The Laravel Service Container, not as scary as you think

Yea, it sounds scary when someone mentions the IoC or Service Container, but it is a really easy and elegant way to store classes, and other data to retrieve later throughout your app.

I have a one-database multi-tenant app – which is a fancy way for saying multiple clients (tenants) who use the same codebase and can access only their data.  Each client has its own url, a CNAME that is setup, so I can look at that to determine what client I need to display content for and tailor the UI for them.

There are different ways to do this, and here are a few options depending on what you want to achieve. The first is the “typical” way I guess you could call it.

Option 1: No Container, make the call in all your controllers

In any / all of your controllers you could simply get the current client with something like this.

$client = \App\Client::getClientInfo();

In the Client model you’d have this method

public static function getClientInfo()
{
    return \App\Client::where('client_url', '=', $_SERVER['SERVER_NAME'] )->first();
}

This looks at the url, and hits the database and returns the client record that corresponds to that url.  Simple.  So why not do it this way?  First, this does not use the container, therefore your “current client” data it scoped locally within this method in the controller and you’re doing the lookup each time this executes.  While it totally works, and is easy to setup, its not ideal for those reasons.  We always have to do that lookup each time we want to know who’s using our app. (Yes you could store it all in a session if you wanted, but we don’t)

Option 2: Store the entire class for later

An alternate method that is similar functionally to the one above but uses the Service Container works this way.

In the boot method of AppServiceProvider.php you would bind the Client class in the container like this –

$this->app->bind('Client', \App\Client::class);

Then in say the DashBoardController.php (and really all controllers you need this information in) you can pull it out and call a method in it like this –

public function index()
{
   $client = app()->make('Client')->getClientInfo();
}

Now the $client variable references the Client class we bound in the service container and by chaining the getClientInfo method call you can pull out the current client’s record.
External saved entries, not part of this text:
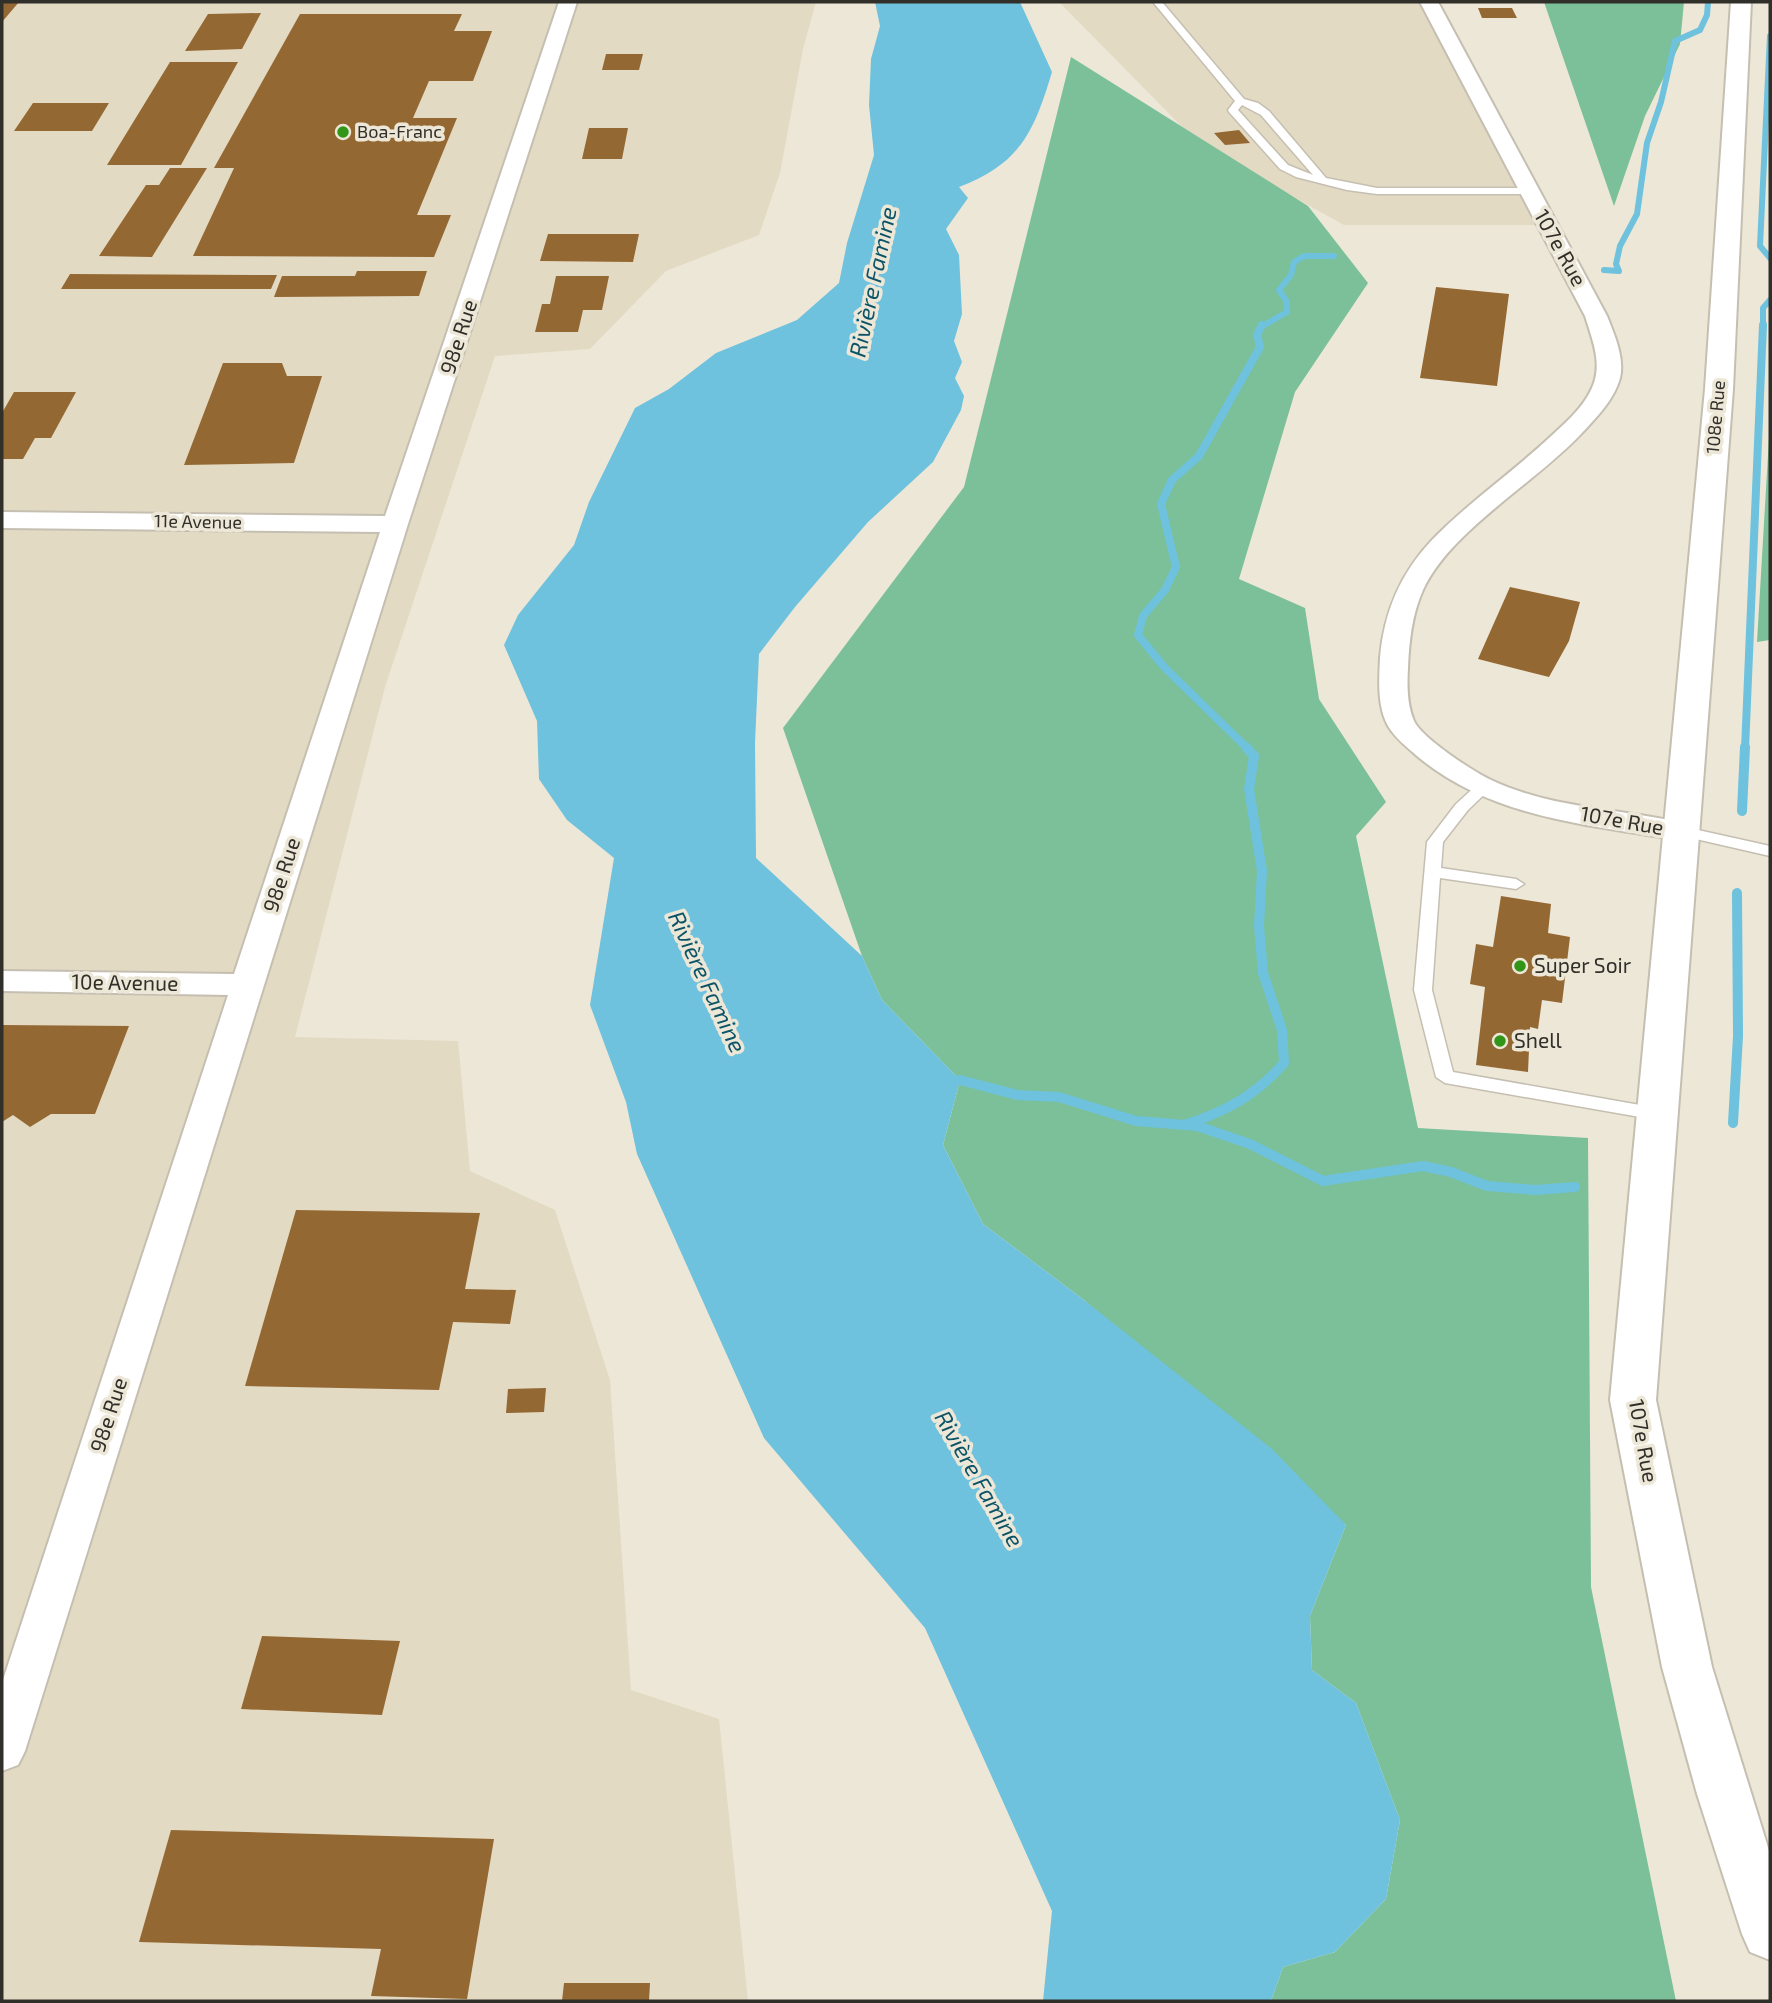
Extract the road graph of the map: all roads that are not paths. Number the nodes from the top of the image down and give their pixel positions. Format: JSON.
{"nodes":[{"id":1,"x":568,"y":2,"type":"edge"},
{"id":2,"x":1157,"y":2,"type":"edge"},
{"id":3,"x":1429,"y":2,"type":"edge"},
{"id":4,"x":1741,"y":2,"type":"edge"},
{"id":5,"x":1240,"y":101,"type":"junction"},
{"id":6,"x":1321,"y":178,"type":"junction"},
{"id":7,"x":1529,"y":191,"type":"junction"},
{"id":8,"x":2,"y":520,"type":"edge"},
{"id":9,"x":395,"y":524,"type":"junction"},
{"id":10,"x":1485,"y":786,"type":"junction"},
{"id":11,"x":1681,"y":831,"type":"junction"},
{"id":12,"x":1770,"y":851,"type":"edge"},
{"id":13,"x":1432,"y":872,"type":"junction"},
{"id":14,"x":1516,"y":884,"type":"dead end"},
{"id":15,"x":2,"y":981,"type":"edge"},
{"id":16,"x":247,"y":985,"type":"junction"},
{"id":17,"x":1657,"y":1114,"type":"junction"},
{"id":18,"x":2,"y":1751,"type":"edge"},
{"id":19,"x":1770,"y":1934,"type":"edge"}],
"edges":[{"from":1,"to":9,"type":"street","name":"98e Rue"},
{"from":2,"to":5,"type":"lane"},
{"from":3,"to":7,"type":"street","name":"107e Rue"},
{"from":4,"to":11,"type":"main road","name":"108e Rue"},
{"from":5,"to":6,"type":"lane"},
{"from":5,"to":6,"type":"lane"},
{"from":6,"to":7,"type":"lane"},
{"from":7,"to":10,"type":"street","name":"107e Rue"},
{"from":8,"to":9,"type":"street","name":"11e Avenue"},
{"from":9,"to":16,"type":"street","name":"98e Rue"},
{"from":10,"to":11,"type":"street","name":"107e Rue"},
{"from":10,"to":13,"type":"lane"},
{"from":11,"to":12,"type":"lane"},
{"from":11,"to":17,"type":"main road","name":"107e Rue"},
{"from":13,"to":14,"type":"lane"},
{"from":13,"to":17,"type":"lane"},
{"from":15,"to":16,"type":"street","name":"10e Avenue"},
{"from":16,"to":18,"type":"street","name":"98e Rue"},
{"from":17,"to":19,"type":"main road","name":"107e Rue"}]}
Just like option 1 above,  the getClientInfo method contains the logic to look at the url to decide which client it is (note this time it’s not a static method)
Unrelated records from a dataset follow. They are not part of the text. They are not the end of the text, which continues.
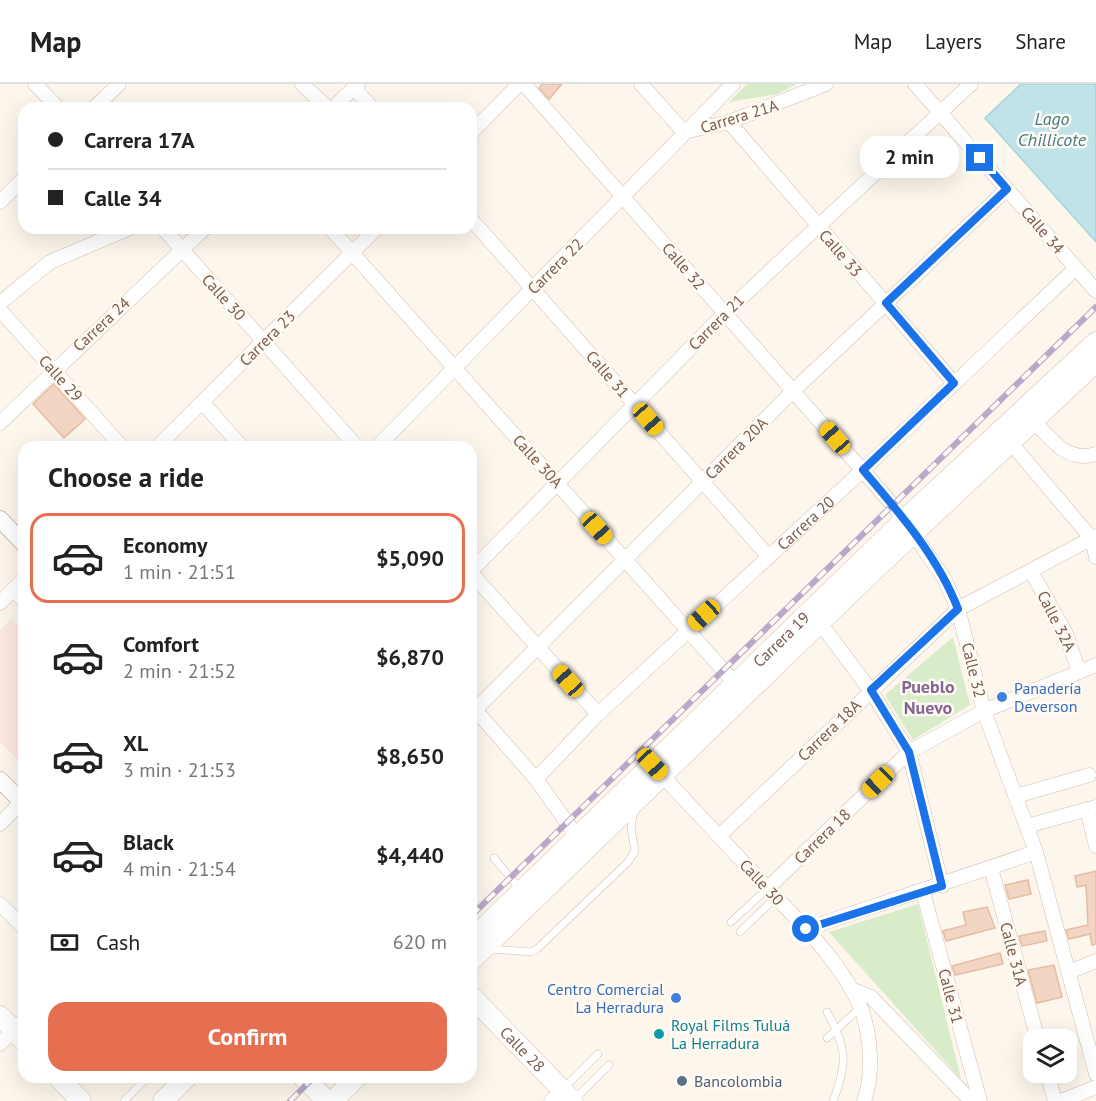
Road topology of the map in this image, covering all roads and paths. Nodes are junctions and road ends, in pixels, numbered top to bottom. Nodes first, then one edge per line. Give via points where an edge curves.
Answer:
1 (35, 84) edge
2 (118, 84) edge
3 (302, 84) edge
4 (522, 84) edge
5 (641, 84) edge
6 (733, 84) edge
7 (826, 84) edge
8 (915, 84) edge
9 (971, 84) edge
10 (356, 86) edge
11 (52, 102) edge
12 (100, 102) edge
13 (322, 102) edge
14 (339, 102) edge
15 (368, 102) edge
16 (940, 112) junction
17 (729, 122) junction
18 (477, 127) edge
19 (684, 132) junction
20 (18, 184) edge
21 (1007, 189) junction
22 (623, 197) junction
23 (0, 202) edge
24 (817, 225) junction
25 (477, 226) edge
26 (116, 234) edge
27 (168, 234) edge
28 (198, 234) edge
29 (336, 234) edge
30 (372, 234) edge
31 (182, 249) junction
32 (353, 253) junction
33 (1076, 268) junction
34 (533, 288) junction
35 (1096, 291) edge
36 (0, 303) edge
37 (886, 303) junction
38 (0, 310) edge
39 (725, 313) junction
40 (264, 342) junction
41 (1096, 342) edge
42 (1096, 362) edge
43 (455, 368) junction
44 (54, 369) junction
45 (954, 383) junction
46 (793, 391) junction
47 (202, 402) junction
48 (634, 403) junction
49 (1033, 420) junction
50 (0, 423) edge
51 (117, 441) edge
52 (163, 441) edge
53 (237, 441) edge
54 (352, 441) edge
55 (383, 441) edge
56 (1010, 442) junction
57 (1096, 454) edge
58 (863, 470) junction
59 (556, 482) junction
60 (703, 482) junction
61 (0, 519) edge
62 (909, 526) junction
63 (18, 538) edge
64 (1094, 538) edge
65 (769, 557) junction
66 (1096, 557) edge
67 (624, 559) junction
68 (477, 566) edge
69 (1031, 571) junction
70 (477, 579) edge
71 (18, 585) edge
72 (13, 590) junction
73 (18, 595) edge
74 (0, 603) edge
75 (958, 609) junction
76 (820, 623) junction
77 (688, 630) junction
78 (538, 647) junction
79 (1096, 665) edge
80 (1079, 672) junction
81 (740, 689) junction
82 (871, 690) junction
83 (477, 705) edge
84 (984, 711) junction
85 (598, 714) junction
86 (477, 715) edge
87 (909, 752) junction
88 (657, 770) junction
89 (1089, 775) dead end
90 (536, 779) junction
91 (0, 780) edge
92 (646, 790) junction
93 (18, 796) edge
94 (1016, 796) junction
95 (18, 806) edge
96 (1091, 808) edge
97 (0, 824) edge
98 (1027, 826) junction
99 (719, 836) junction
100 (577, 837) junction
101 (1096, 846) edge
102 (1036, 852) junction
103 (494, 858) dead end
104 (991, 868) junction
105 (942, 886) junction
106 (522, 891) junction
107 (772, 892) junction
108 (923, 892) junction
109 (0, 904) edge
110 (18, 922) edge
111 (731, 922) dead end
112 (806, 929) junction
113 (740, 932) dead end
114 (477, 947) edge
115 (477, 948) edge
116 (477, 951) edge
117 (1096, 961) edge
118 (1068, 972) junction
119 (851, 989) junction
120 (477, 1003) edge
121 (860, 1008) junction
122 (827, 1012) dead end
123 (0, 1016) edge
124 (837, 1029) junction
125 (1035, 1029) edge
126 (15, 1034) edge
127 (827, 1038) dead end
128 (598, 1054) dead end
129 (609, 1065) dead end
130 (1096, 1074) edge
131 (54, 1083) edge
132 (142, 1083) edge
133 (177, 1083) edge
134 (296, 1083) edge
135 (308, 1083) edge
136 (334, 1083) edge
137 (348, 1083) edge
138 (1050, 1083) edge
139 (1096, 1087) edge
140 (70, 1089) edge
141 (565, 1098) edge
142 (321, 1100) edge
143 (124, 1101) edge
144 (163, 1101) edge
145 (833, 1101) edge
146 (864, 1101) edge
147 (971, 1101) edge
148 (980, 1101) edge
149 (1055, 1101) edge
150 (1061, 1101) edge

1 - 11 street
2 - 12 street
3 - 13 street
4 - 18 street
4 - 22 street, Calle 32
5 - 19 street
6 - 19 street, Carrera 22
7 - 17 street, Carrera 21A
8 - 16 street, Calle 34
9 - 16 street, Carrera 21
10 - 14 street
10 - 15 street
16 - 21 street, Calle 34
16 - 24 street, Carrera 21
17 - 19 street, Carrera 21A
17 - 24 street, Calle 33
19 - 22 street, Carrera 22
20 - 23 street
21 - 33 street, Calle 34
21 - 37 street, Carrera 20A
22 - 34 street, Carrera 22
22 - 39 street, Calle 32
24 - 37 street, Calle 33
24 - 39 street, Carrera 21
25 - 34 street, Calle 31
26 - 36 street via 50,262
27 - 31 street, Calle 30
28 - 31 street, Carrera 24
29 - 32 street, Calle 30A
30 - 32 street, Carrera 23
31 - 40 street, Calle 30
31 - 44 street, Carrera 24
32 - 40 street, Carrera 23
32 - 43 street, Calle 30A
33 - 35 street, Calle 34
33 - 45 street, Carrera 20
34 - 43 street, Carrera 22
34 - 48 street, Calle 31
37 - 45 street, Calle 33
37 - 46 street, Carrera 20A
38 - 44 street, Calle 29
39 - 46 street, Calle 32
39 - 48 street, Carrera 21
40 - 47 street, Carrera 23
40 - 54 street, Calle 30
41 - 62 main road, Carrera 19
42 - 49 main road, Carrera 19
43 - 55 street, Carrera 22
43 - 59 street, Calle 30A
44 - 50 street, Carrera 24
44 - 51 street, Calle 29
45 - 58 street, Carrera 20
46 - 58 street, Calle 32
46 - 60 street, Carrera 20A
47 - 52 street, Carrera 23
47 - 53 street
48 - 59 street, Carrera 21
48 - 60 street, Calle 31
49 - 56 main road, Carrera 19
49 - 57 street via 1070,454
56 - 62 main road, Carrera 19
56 - 64 street
58 - 62 street, Calle 32
58 - 65 street, Carrera 20
59 - 67 street, Calle 30A
59 - 68 street, Carrera 21
60 - 65 street, Calle 31
60 - 67 street, Carrera 20A
61 - 63 street
62 - 75 street, Calle 32 via 944,578
62 - 76 main road, Carrera 19
62 - 81 main road, Carrera 19
64 - 66 street
64 - 69 street, Carrera 18A
65 - 77 street, Carrera 20
67 - 77 street, Calle 30A
67 - 78 street, Carrera 20A
69 - 75 street, Carrera 18A
69 - 80 street, Calle 32A via 1066,634
70 - 78 street
71 - 72 street
72 - 73 street
72 - 74 street
75 - 82 street, Carrera 18A
75 - 84 street, Calle 32
76 - 81 main road, Carrera 19
76 - 82 street
77 - 81 street, Calle 30A
77 - 85 street, Carrera 20
78 - 83 street, Carrera 20A
78 - 85 street
79 - 80 street, Carrera 18
80 - 84 street, Carrera 18
81 - 88 main road, Carrera 19
82 - 87 street
82 - 99 street, Carrera 18A
84 - 87 street, Carrera 18
84 - 94 street, Calle 32
85 - 90 street, Carrera 20
86 - 90 street
87 - 105 street
87 - 107 street, Carrera 18
88 - 92 main road, Carrera 19
88 - 99 street, Calle 30
88 - 100 main road, Carrera 19
89 - 94 street
90 - 100 street
91 - 93 street
92 - 115 main road, Carrera 19
92 - 116 lane via 632,818 636,846 628,862 537,949
94 - 98 street, Calle 32
95 - 97 street
96 - 98 street
96 - 101 street
98 - 102 street, Calle 32
99 - 107 street, Calle 30
100 - 106 main road, Carrera 19
102 - 104 street
102 - 118 street, Calle 32
103 - 106 lane
104 - 105 street
104 - 125 street, Calle 31A
105 - 108 street
106 - 114 main road, Carrera 19
107 - 111 lane
107 - 112 street, Calle 30
107 - 113 lane
108 - 112 street
108 - 148 street, Calle 31
109 - 110 street
112 - 119 street, Calle 30
117 - 118 street
118 - 130 street, Calle 32
119 - 121 street
119 - 147 street, Calle 30 via 872,998
120 - 141 main road, Calle 28
121 - 124 lane
121 - 146 street via 870,1056
122 - 124 lane
123 - 126 main road
124 - 127 lane
124 - 145 lane via 845,1055 843,1075
128 - 141 lane
129 - 141 lane
131 - 140 lane via 59,1088
132 - 143 lane
133 - 144 main road
134 - 142 main road
135 - 142 main road
136 - 142 main road
137 - 142 main road
138 - 149 street
139 - 150 street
public function getClientInfo()
{
    return \App\Client::where('client_url', '=', $_SERVER['SERVER_NAME'] )->first();
}

This is a baby step toward using the container, you’re storing the class, but you’re still doing a lookup every time you want the information.

But, there’s a better way!

Option 3: Store the current client in the Service Container instead

This is the method I chose, so whenever I pull it out, my $client is already determined and everything is at my fingertips.

Just like option 2 above, I setup my binding in the boot method of AppServiceProvider.php, but this time we’ll handle the URL logic here instead

app()->bind('Client', function() {
    return \App\Client::where('client_url', '=', $_SERVER['SERVER_NAME'] )->first();
});

At first glance that looks overwhelming, I thought that too.  Here’s the rundown of what its doing, its pretty simple once you understand it… I guess most things are 🙂

We’re going to setup a new binding (think of it as a bucket for now) and I’m naming it ‘Client’ (the green text).  Don’t get confused, I could have called it CurrentClient or anything that makes sense to me.  I just stuck with Client because that’s what I called the model. The callback function (everything in the curly brackets / purple text) is what we’re going to execute and place its results into our Client bucket.  You’ll recognize the following code from Option 1 and 2’s getClientInfo method – its the same simple code

return \App\Client::where('client_url', '=', $_SERVER['SERVER_NAME'] )->first();

it calls our Client model (not the biding bucket) and selects the client record from the database that matches our url.  With the return tacked to the front of this line inside our bind statement, it will return that client record INTO our Client bucket. To explain in simple terms, we shoved our current client into our bucket for later.

What we have then is a new Service Container binding called Client that holds our current client based on the url of the app.

Great, so now what?

We use it!

In our controllers, yes we still have to pull it out in each one, but there’s no database lookup each time – we do this

$client = app()->make('Client');

and now I have the current client object available to me and I can use something like $client->id to go pull content, settings or pull out the name, logos, and colors from that object to alter the UI specifically for them.

Where to go from here

You can use these bindings for anything you want, classes like we’ve seen above, configuration settings, strings, variables, constants. The container is really nice once you get the hang of it.